*** Opening RECORDS FOR PROCESSING ***
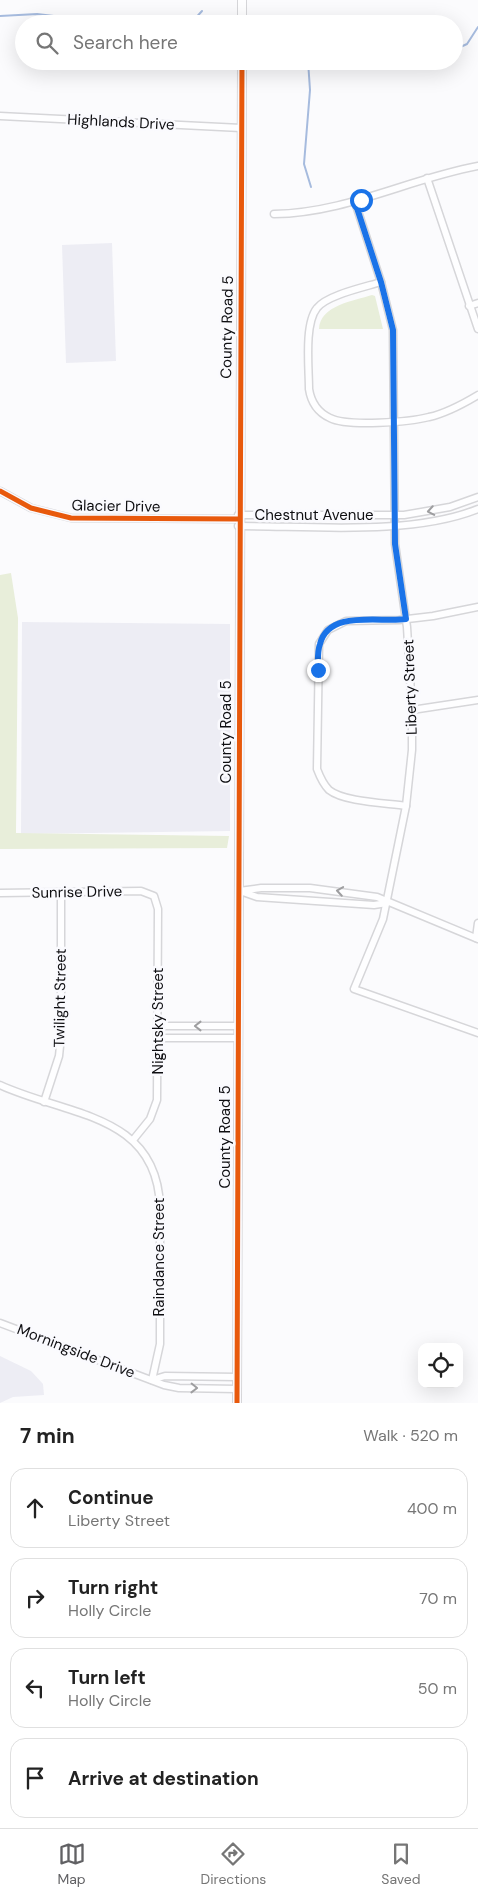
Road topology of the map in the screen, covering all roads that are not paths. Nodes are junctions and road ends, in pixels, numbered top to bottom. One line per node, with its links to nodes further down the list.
1 (242, 0): 2 (street)
2 (242, 15)
3 (242, 70): 5 (street, County Road 5)
4 (0, 116): 5 (street, Highlands Drive)
5 (242, 128): 20 (street, County Road 5)
6 (478, 166): 7 (street)
7 (427, 178): 8 (street); 12 (street)
8 (355, 202): 9 (street); 10 (street, Liberty Street)
9 (274, 214)
10 (381, 282): 15 (street, Liberty Street); 15 (street)
11 (478, 303): 12 (street)
12 (469, 306): 13 (street)
13 (478, 329)
14 (478, 395): 15 (street)
15 (394, 422): 19 (street, Liberty Street)
16 (0, 491): 20 (street, Glacier Drive)
17 (478, 497): 19 (street, Chestnut Avenue, one-way to 19)
18 (478, 509): 21 (street, Chestnut Avenue)
19 (394, 515): 20 (street, Chestnut Avenue); 21 (street, Liberty Street)
20 (238, 520): 21 (street, Chestnut Avenue); 27 (street, County Road 5)
21 (394, 526): 23 (street, Liberty Street)
22 (478, 607): 23 (street)
23 (406, 619): 25 (street, Liberty Street); 26 (street)
24 (478, 700): 25 (street)
25 (412, 710): 26 (street, Liberty Street)
26 (406, 806): 31 (street, Liberty Street)
27 (239, 891): 31 (street); 31 (street, one-way to 27); 35 (street, County Road 5)
28 (61, 892): 29 (street, Sunrise Drive); 30 (street, Sunrise Drive); 40 (street, Twilight Street)
29 (0, 893)
30 (154, 896): 34 (street, Nightsky Street)
31 (387, 903): 33 (street); 36 (street, Liberty Street)
32 (478, 922): 33 (street)
33 (477, 938)
34 (158, 1026): 35 (street, one-way to 34); 37 (street, Nightsky Street)
35 (238, 1026): 38 (street, County Road 5)
36 (478, 1033)
37 (158, 1038): 38 (street); 41 (street, Nightsky Street)
38 (238, 1038): 43 (street, County Road 5)
39 (0, 1084): 40 (street)
40 (44, 1102): 41 (street)
41 (133, 1140): 44 (street, Raindance Street)
42 (0, 1323): 44 (street, Morningside Drive)
43 (237, 1377): 44 (street, Morningside Drive); 45 (street, County Road 5)
44 (152, 1380): 45 (street, Morningside Drive, one-way to 45)
45 (237, 1389): 46 (street, County Road 5)
46 (237, 1403)

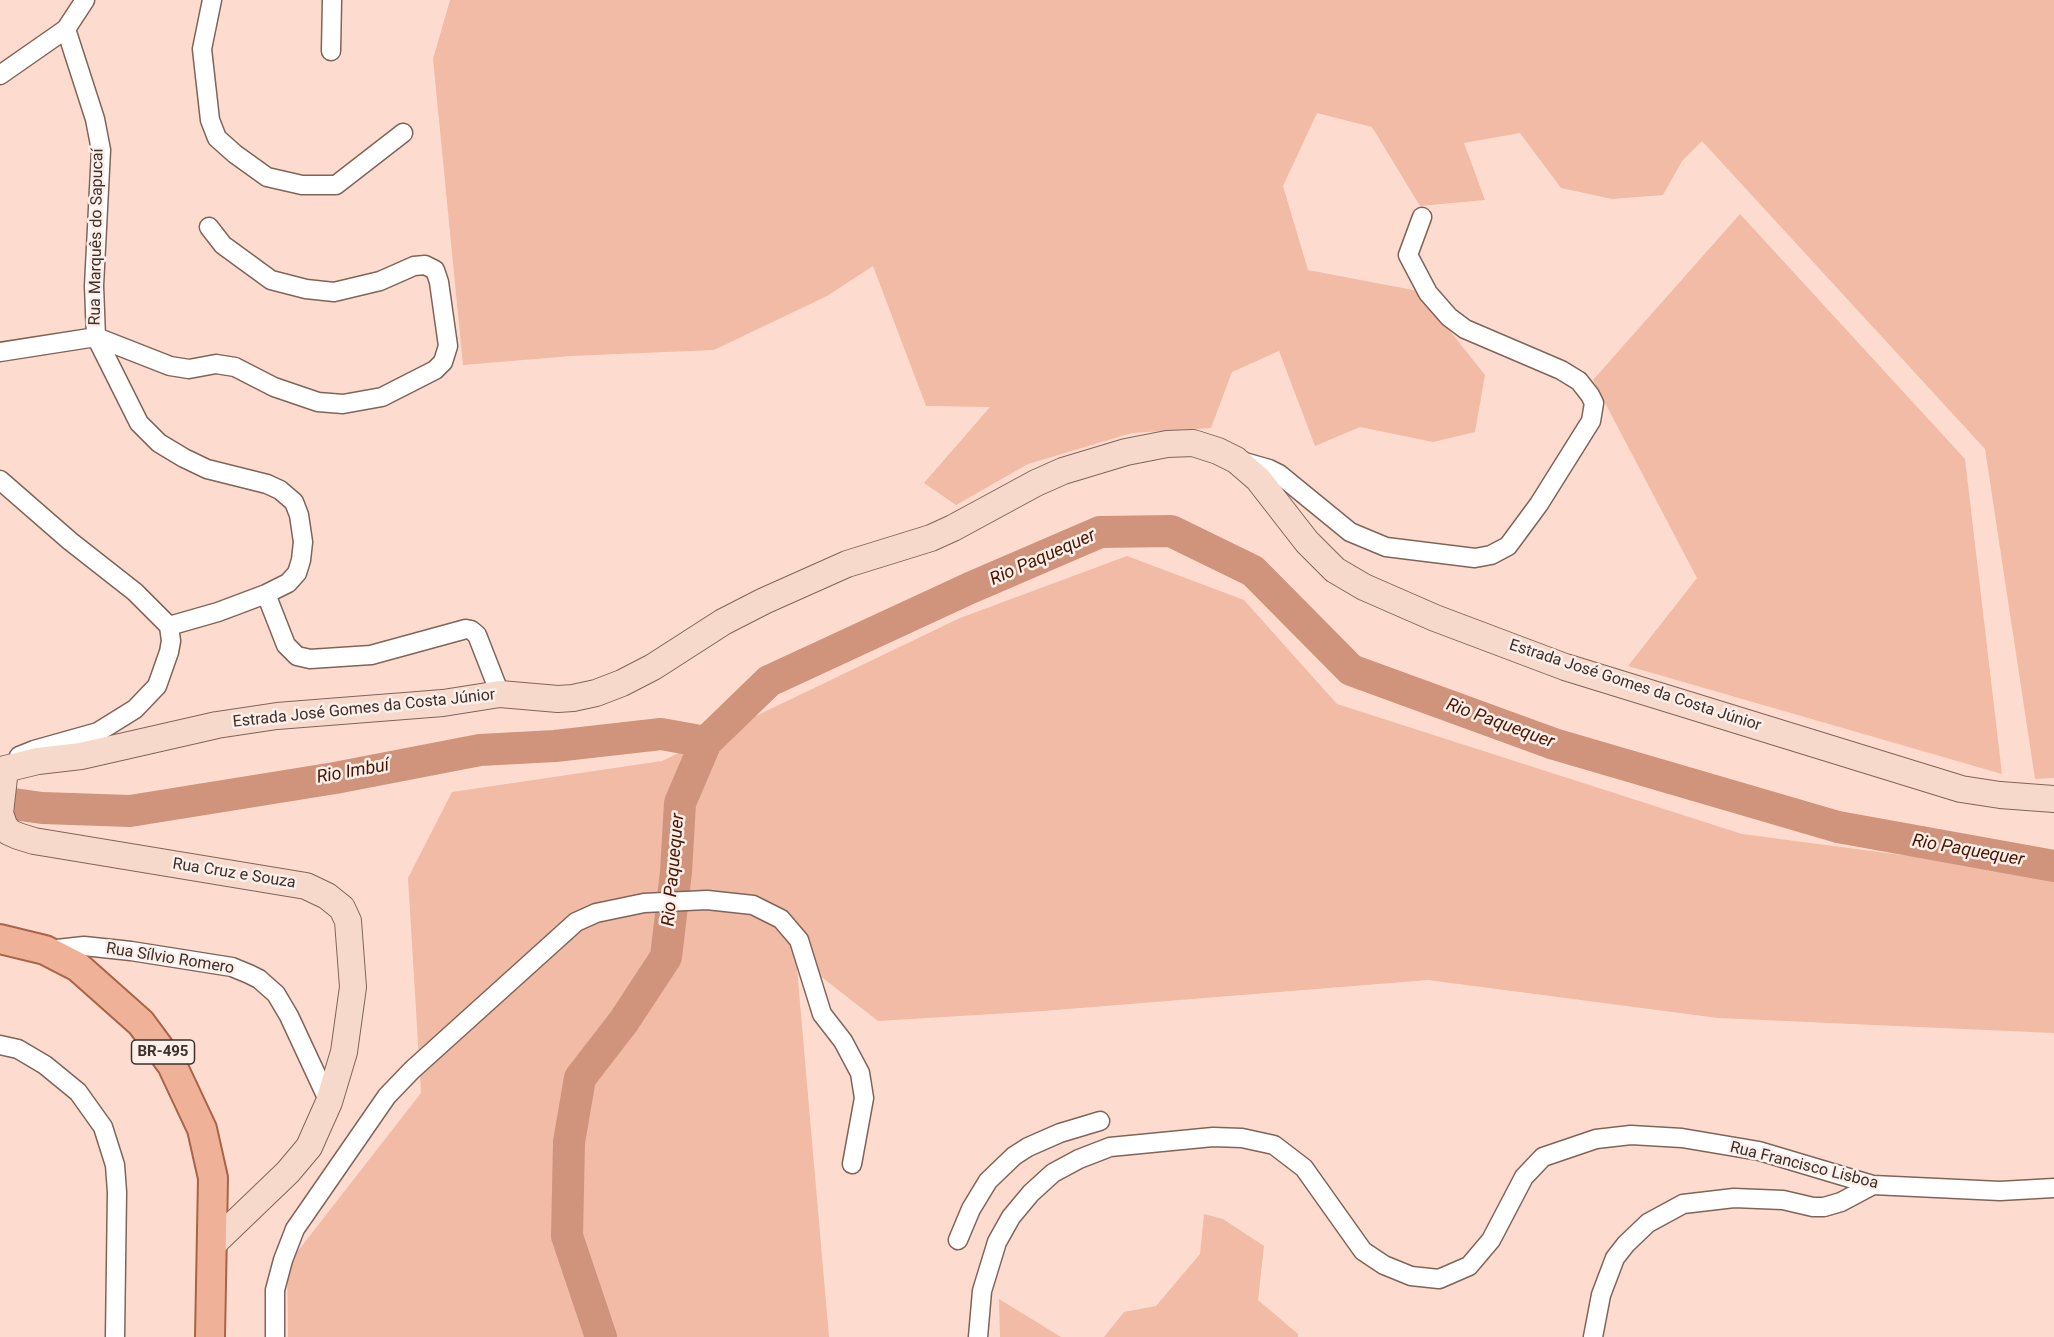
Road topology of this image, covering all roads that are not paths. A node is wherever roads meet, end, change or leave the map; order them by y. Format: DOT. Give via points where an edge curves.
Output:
graph roads {
  1 [pos="85,0"];
  2 [pos="212,0"];
  3 [pos="332,0"];
  4 [pos="66,29"];
  5 [pos="331,51"];
  6 [pos="0,75"];
  7 [pos="403,133"];
  8 [pos="1422,217"];
  9 [pos="209,227"];
  10 [pos="96,337"];
  11 [pos="0,352"];
  12 [pos="1236,460"];
  13 [pos="0,480"];
  14 [pos="266,594"];
  15 [pos="169,626"];
  16 [pos="500,694"];
  17 [pos="3,774"];
  18 [pos="2054,799"];
  19 [pos="0,813"];
  20 [pos="0,939"];
  21 [pos="45,950"];
  22 [pos="0,1045"];
  23 [pos="329,1102"];
  24 [pos="1100,1121"];
  25 [pos="1060,1133"];
  26 [pos="1079,1159"];
  27 [pos="852,1164"];
  28 [pos="1873,1185"];
  29 [pos="2054,1188"];
  30 [pos="958,1240"];
  31 [pos="212,1246"];
  32 [pos="115,1337"];
  33 [pos="210,1337"];
  34 [pos="275,1337"];
  35 [pos="978,1337"];
  36 [pos="1593,1337"];
  1 -- 4 [label="street"];
  2 -- 7 [label="street" via="202,49 210,120 217,138 267,177 302,185 336,185"];
  3 -- 5 [label="street"];
  4 -- 6 [label="street"];
  4 -- 10 [label="street, Rua Marquês do Sapucaí" via="101,150 94,286"];
  8 -- 12 [label="street" via="1408,255 1428,293 1449,317 1465,329 1561,370 1579,381 1594,403 1591,421 1576,448 1508,546 1474,558 1386,547 1350,532 1279,474"];
  9 -- 10 [label="street" via="223,246 271,280 306,290 334,292 380,281 414,266 435,270 448,346 443,362 435,370 382,396 343,404 318,402 274,387 235,367 170,366"];
  10 -- 11 [label="street"];
  10 -- 14 [label="street, Rua Marquês do Sapucaí" via="140,423 159,443 207,468 280,490 294,502 300,515 301,560 288,583"];
  12 -- 16 [label="street, Estrada José Gomes da Costa Júnior" via="1193,443 1167,444 1063,471 931,538 847,564 764,601 622,683 573,698"];
  12 -- 18 [label="street, Estrada José Gomes da Costa Júnior" via="1258,479 1307,542 1335,570 1435,618 1565,667 1961,789"];
  13 -- 15 [label="street" via="135,592"];
  14 -- 15 [label="street, Rua Marquês do Sapucaí"];
  14 -- 16 [label="street" via="286,645 297,656 310,659 371,655 471,630 477,635"];
  15 -- 17 [label="street" via="169,652 157,686 135,709 98,732 14,758"];
  16 -- 17 [label="street, Estrada José Gomes da Costa Júnior" via="217,725 81,756 38,761"];
  17 -- 19 [label="street"];
  19 -- 23 [label="street, Rua Cruz e Souza" via="9,832 34,841 306,886 342,908 348,921 354,987 344,1052"];
  20 -- 21 [label="main road, BR-495"];
  21 -- 23 [label="street, Rua Sílvio Romero" via="84,946 119,950 232,967 249,974 276,994 290,1016"];
  21 -- 31 [label="main road, BR-495" via="78,967 141,1023 172,1065 202,1129 213,1178"];
  22 -- 32 [label="street" via="18,1049 45,1065 78,1092 103,1127 115,1165"];
  23 -- 31 [label="street, Rua Cruz e Souza" via="309,1147"];
  24 -- 25 [label="street"];
  25 -- 26 [label="street"];
  25 -- 30 [label="street" via="1028,1147 1000,1168 971,1209"];
  26 -- 28 [label="street, Rua Francisco Lisboa" via="1110,1147 1213,1137 1274,1144 1304,1168 1363,1251 1411,1276 1439,1279 1469,1266 1491,1240 1524,1177 1543,1157 1596,1139 1631,1135 1682,1138 1759,1151"];
  26 -- 35 [label="street, Rua Francisco Lisboa" via="1053,1173 1011,1217 997,1242 982,1291"];
  27 -- 34 [label="street" via="864,1098 860,1073 843,1041 822,1014 799,940 781,919 753,905 707,900 644,903 596,913 576,922 387,1096 296,1229 275,1290"];
  28 -- 29 [label="street, Rua Francisco Lisboa" via="2000,1191"];
  28 -- 36 [label="street" via="1824,1207 1734,1198 1683,1204 1657,1218 1615,1258 1601,1295"];
  31 -- 33 [label="main road, BR-495"];
}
*** Closing RECORDS FOR PROCESSING ***
* YOUR TASK *
Which lines of the data include the string "node"? Find them and copy each one.

* TASK ANSWER *
Road topology of the map in the screen, covering all roads that are not paths. Nodes are junctions and road ends, in pixels, numbered top to bottom. One line per node, with its links to nodes further down the list.
Road topology of this image, covering all roads that are not paths. A node is wherever roads meet, end, change or leave the map; order them by y. Format: DOT. Give via points where an edge curves.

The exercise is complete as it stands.